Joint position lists
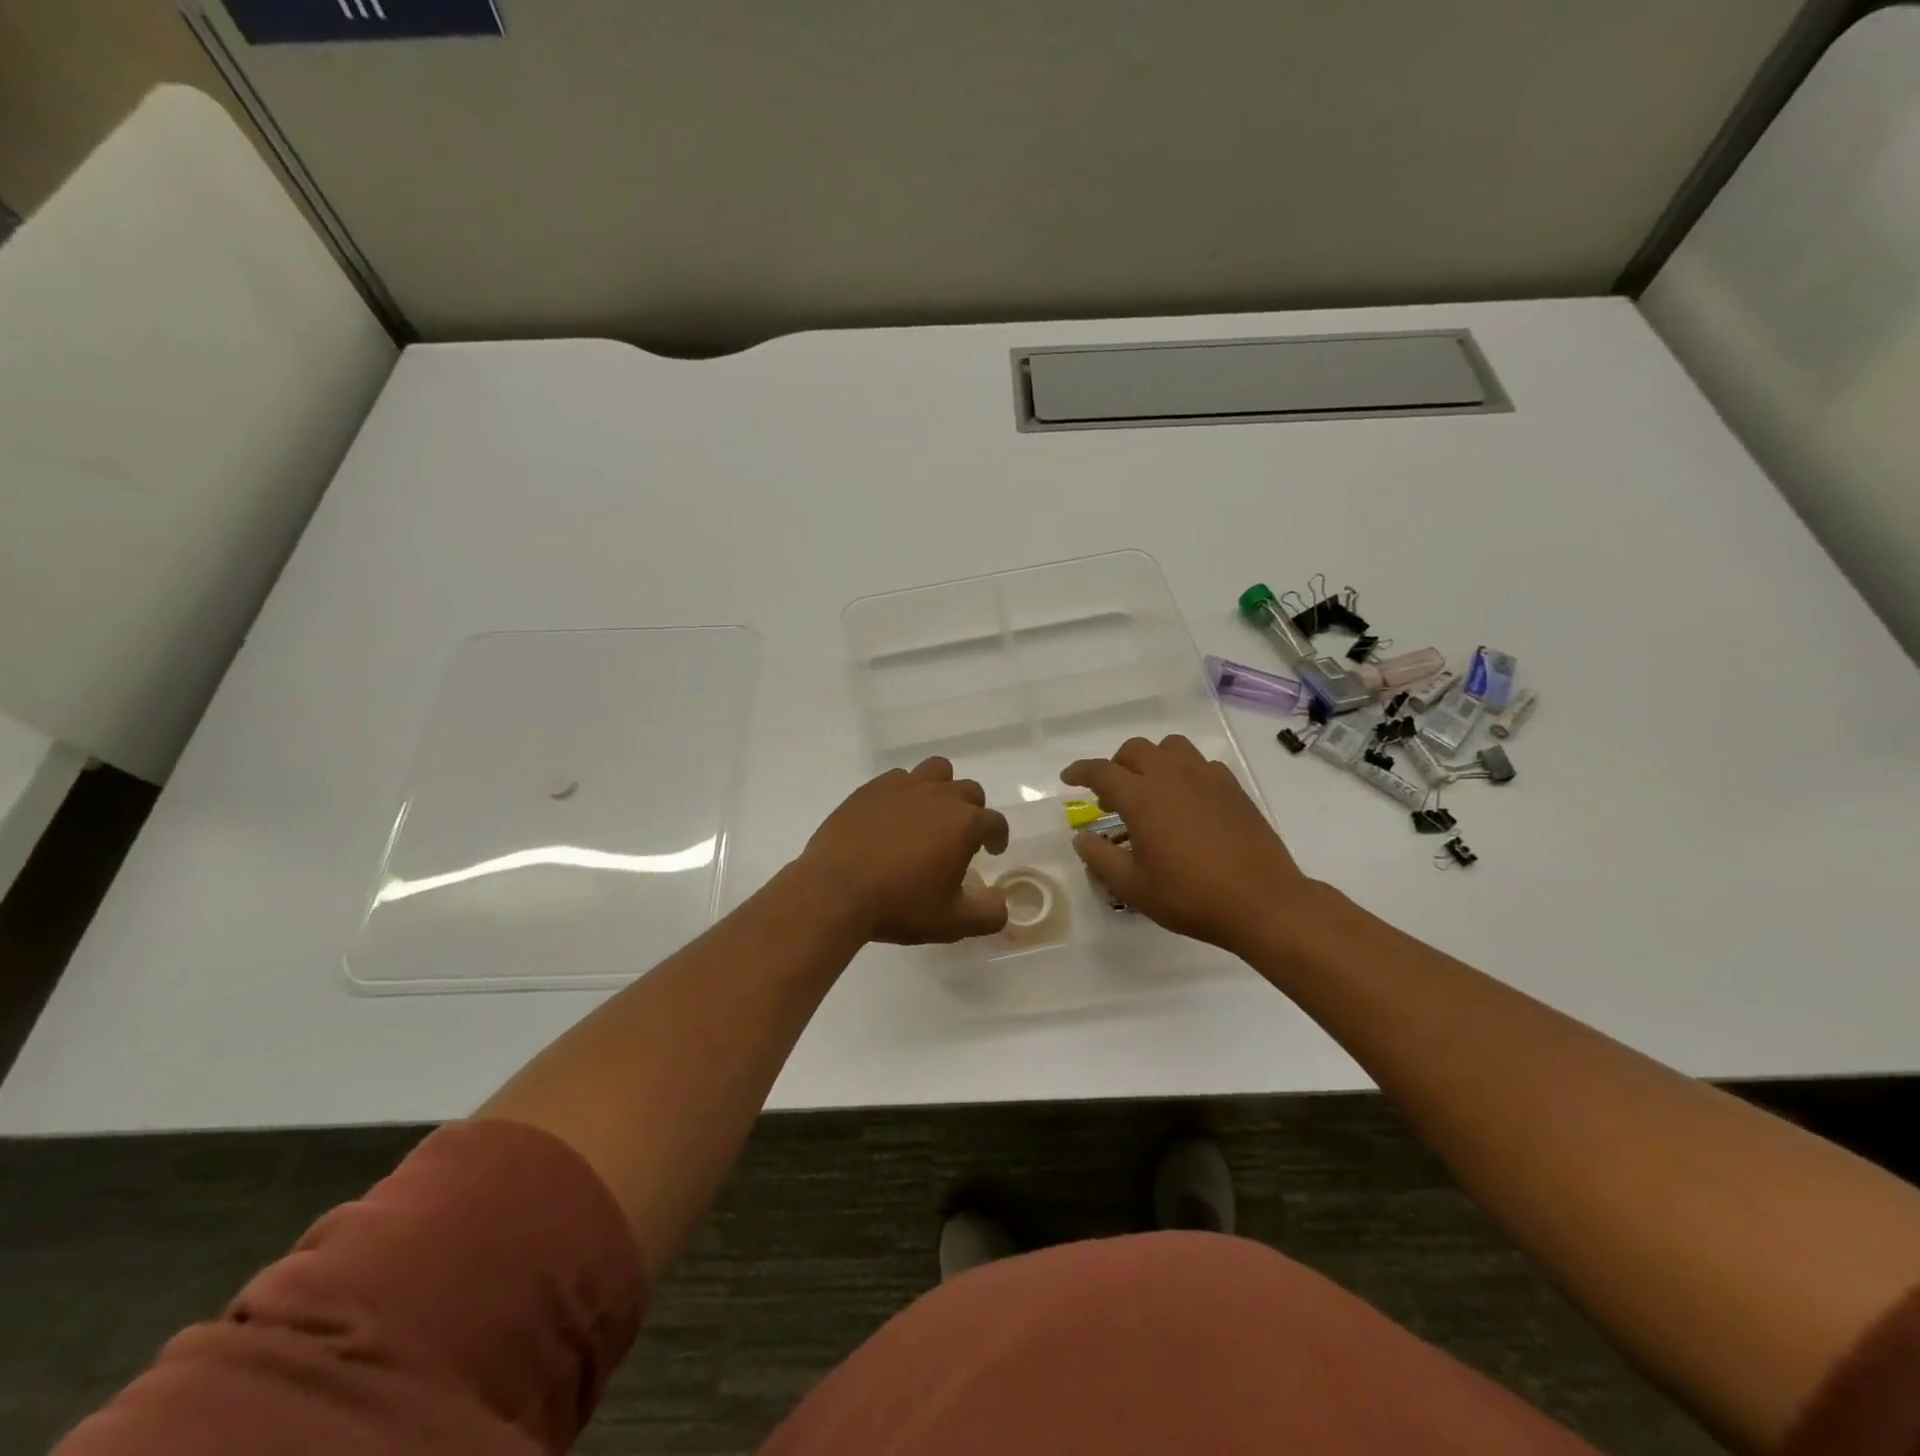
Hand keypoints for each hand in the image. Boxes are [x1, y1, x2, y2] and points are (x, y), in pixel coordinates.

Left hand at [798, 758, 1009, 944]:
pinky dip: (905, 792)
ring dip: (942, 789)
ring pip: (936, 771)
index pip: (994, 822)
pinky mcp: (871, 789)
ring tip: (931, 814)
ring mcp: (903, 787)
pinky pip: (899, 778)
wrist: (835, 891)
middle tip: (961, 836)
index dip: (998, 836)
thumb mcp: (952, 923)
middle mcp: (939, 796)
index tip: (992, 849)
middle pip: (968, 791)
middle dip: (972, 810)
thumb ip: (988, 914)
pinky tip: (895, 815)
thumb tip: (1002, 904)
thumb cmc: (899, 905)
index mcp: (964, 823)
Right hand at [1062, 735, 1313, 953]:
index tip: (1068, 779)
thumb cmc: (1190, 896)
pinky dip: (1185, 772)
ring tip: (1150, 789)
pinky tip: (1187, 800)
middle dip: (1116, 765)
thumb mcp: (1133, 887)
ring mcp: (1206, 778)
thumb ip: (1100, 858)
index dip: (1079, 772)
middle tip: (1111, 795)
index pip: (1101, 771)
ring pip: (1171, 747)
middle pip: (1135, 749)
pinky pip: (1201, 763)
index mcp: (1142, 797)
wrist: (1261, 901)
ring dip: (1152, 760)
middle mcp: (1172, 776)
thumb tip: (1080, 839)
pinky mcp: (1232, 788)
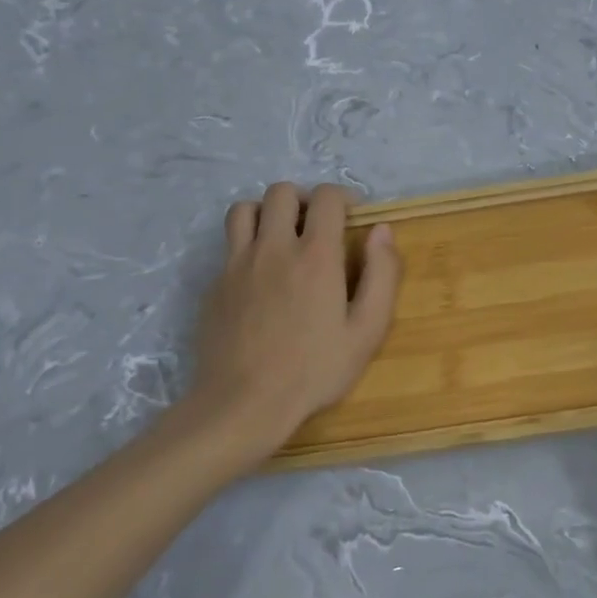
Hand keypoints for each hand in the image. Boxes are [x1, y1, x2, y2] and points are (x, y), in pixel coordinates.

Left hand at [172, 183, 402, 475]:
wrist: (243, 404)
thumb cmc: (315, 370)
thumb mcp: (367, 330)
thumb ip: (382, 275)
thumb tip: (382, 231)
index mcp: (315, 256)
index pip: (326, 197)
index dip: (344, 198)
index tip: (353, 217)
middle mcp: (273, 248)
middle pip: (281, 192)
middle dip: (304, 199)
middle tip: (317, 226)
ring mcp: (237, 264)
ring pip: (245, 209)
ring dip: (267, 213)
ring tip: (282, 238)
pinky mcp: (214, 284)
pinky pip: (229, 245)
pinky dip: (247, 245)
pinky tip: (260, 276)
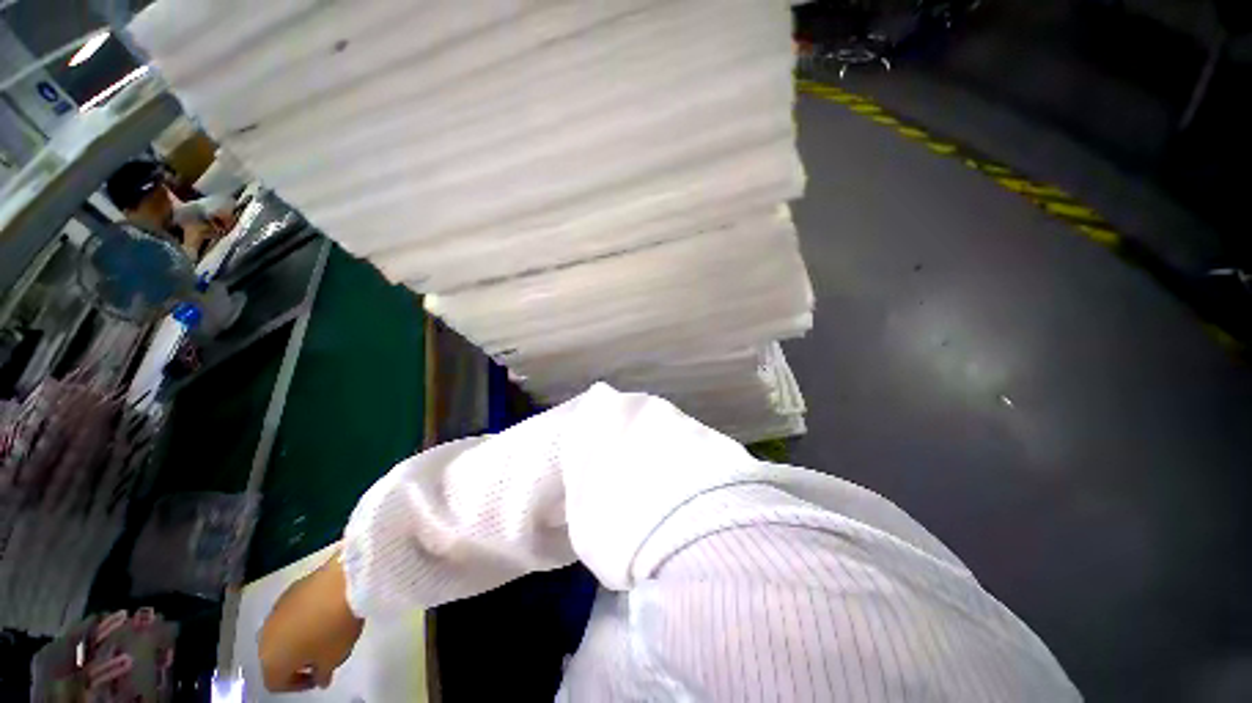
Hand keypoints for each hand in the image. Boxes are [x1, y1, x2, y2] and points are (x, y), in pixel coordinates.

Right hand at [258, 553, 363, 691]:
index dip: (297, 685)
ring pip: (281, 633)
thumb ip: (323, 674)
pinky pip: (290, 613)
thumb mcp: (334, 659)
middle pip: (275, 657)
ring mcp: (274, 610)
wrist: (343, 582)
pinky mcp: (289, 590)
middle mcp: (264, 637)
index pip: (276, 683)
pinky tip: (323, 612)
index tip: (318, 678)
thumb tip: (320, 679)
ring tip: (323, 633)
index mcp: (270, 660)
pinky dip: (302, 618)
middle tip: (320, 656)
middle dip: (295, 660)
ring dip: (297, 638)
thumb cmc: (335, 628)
...
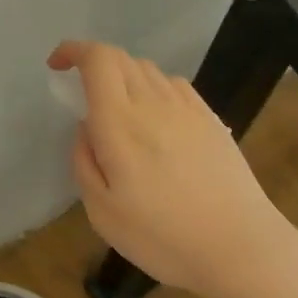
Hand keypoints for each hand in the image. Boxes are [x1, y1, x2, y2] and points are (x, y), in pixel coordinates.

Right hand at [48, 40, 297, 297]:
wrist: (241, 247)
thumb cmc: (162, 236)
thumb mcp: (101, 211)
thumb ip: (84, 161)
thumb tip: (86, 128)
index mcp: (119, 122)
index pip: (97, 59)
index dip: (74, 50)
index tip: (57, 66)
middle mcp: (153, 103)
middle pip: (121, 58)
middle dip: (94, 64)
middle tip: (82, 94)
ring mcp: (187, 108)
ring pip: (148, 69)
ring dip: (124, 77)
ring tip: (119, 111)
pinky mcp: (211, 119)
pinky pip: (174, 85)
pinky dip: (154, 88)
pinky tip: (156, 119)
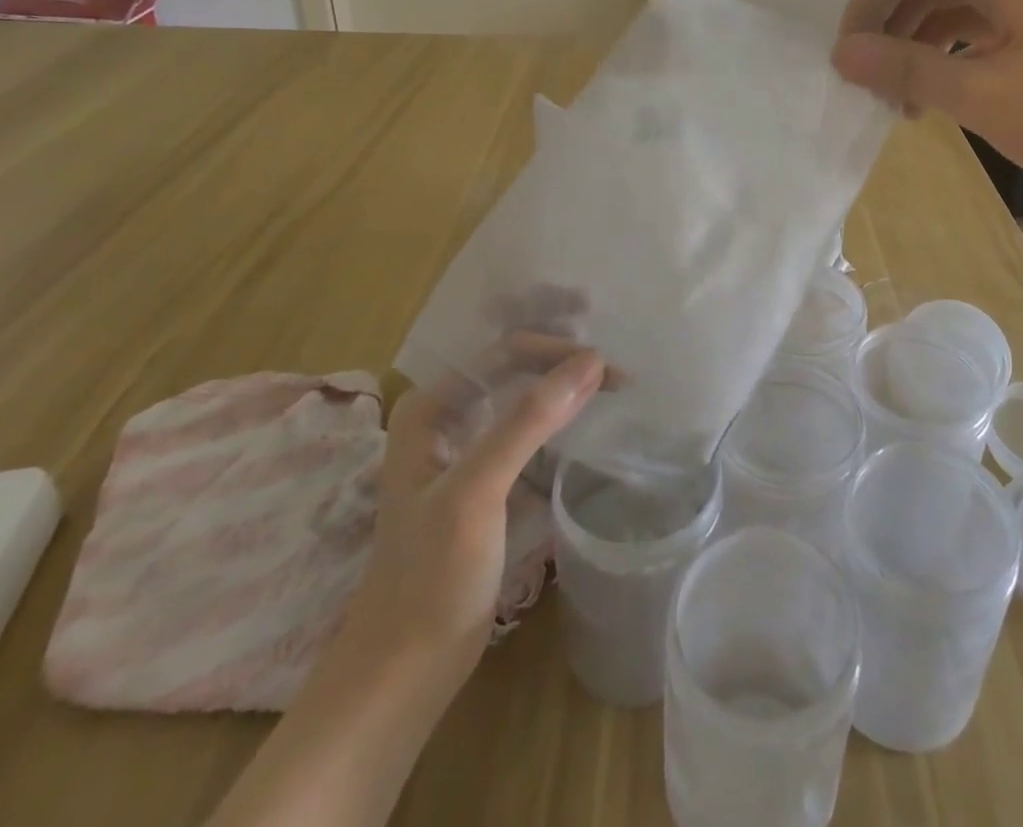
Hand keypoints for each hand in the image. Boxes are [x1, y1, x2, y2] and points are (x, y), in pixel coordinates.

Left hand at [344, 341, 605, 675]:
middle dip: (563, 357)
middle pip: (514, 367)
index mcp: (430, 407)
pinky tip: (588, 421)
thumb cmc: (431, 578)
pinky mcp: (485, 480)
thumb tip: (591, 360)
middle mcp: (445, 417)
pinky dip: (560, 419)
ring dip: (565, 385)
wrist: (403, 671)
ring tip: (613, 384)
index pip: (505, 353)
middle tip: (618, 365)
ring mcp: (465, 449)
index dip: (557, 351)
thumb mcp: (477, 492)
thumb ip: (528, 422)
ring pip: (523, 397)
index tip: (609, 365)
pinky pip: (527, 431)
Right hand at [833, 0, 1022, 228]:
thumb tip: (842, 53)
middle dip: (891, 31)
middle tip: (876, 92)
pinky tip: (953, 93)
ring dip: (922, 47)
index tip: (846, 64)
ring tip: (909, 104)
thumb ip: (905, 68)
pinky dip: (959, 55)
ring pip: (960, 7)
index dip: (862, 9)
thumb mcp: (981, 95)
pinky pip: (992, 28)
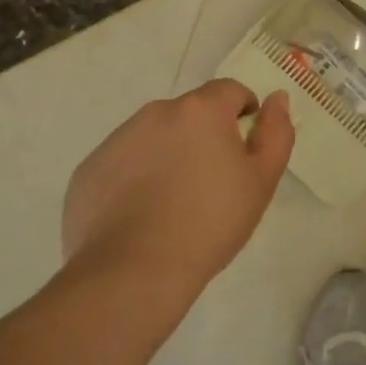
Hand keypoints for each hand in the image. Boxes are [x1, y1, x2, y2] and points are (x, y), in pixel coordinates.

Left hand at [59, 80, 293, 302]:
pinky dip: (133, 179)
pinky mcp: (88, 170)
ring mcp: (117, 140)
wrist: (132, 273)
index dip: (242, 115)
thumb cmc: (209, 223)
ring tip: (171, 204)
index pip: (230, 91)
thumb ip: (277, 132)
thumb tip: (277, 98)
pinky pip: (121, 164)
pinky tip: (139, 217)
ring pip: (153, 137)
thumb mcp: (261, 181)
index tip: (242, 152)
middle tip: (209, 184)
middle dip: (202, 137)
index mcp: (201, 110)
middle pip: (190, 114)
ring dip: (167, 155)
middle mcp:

▶ **Task instructions**
With the pictures removed, print only the lines starting at the line that has "thumb cmc: (315, 370)" and ending at the line that has "thumb cmc: (335, 628)", both ends included, exactly as they stand above.

▶ **Answer for the task**
thumb cmc: (315, 370)
thumb mcp: (367, 330)
thumb ip: (382, 275)
thumb tip: (382, 231)
index mcp: (315, 256)
index pip: (326, 197)
index dip: (344, 198)
index tip: (353, 217)
middle mcp: (273, 248)
middle pip: (281, 192)
middle dip: (304, 199)
middle tip: (317, 226)
ring mcp: (237, 264)
ring pip: (245, 209)
ring dip: (267, 213)
ring tip: (282, 238)
pinky mcp: (214, 284)
pinky pip: (229, 245)
pinky dip: (247, 245)
pinky tip: (260, 276)
Hand keypoints for each hand in the image. Boxes are [x1, y1, x2, y2] and points are (x, y), in pixel coordinates.

Right hand at [258, 553, 363, 691]:
index dip: (297, 685)
ring pip: (281, 633)
thumb ip: (323, 674)
pinky pip: (290, 613)
thumb mcp: (334, 659)
middle pip: (275, 657)
ring mcp: (274, 610)
wrist: (343, 582)
pinky mcp: (289, 590)
middle mcp: (264, 637)
index pip: (276, 683)
pinky tip: (323, 612)
index tip: (318, 678)
thumb tip: (320, 679)
ring tip: (323, 633)
index mcp: (270, 660)
pinky dip: (302, 618)
middle tip: (320, 656)
middle dip: (295, 660)
ring dip: (297, 638)
thumb cmc: (335, 628)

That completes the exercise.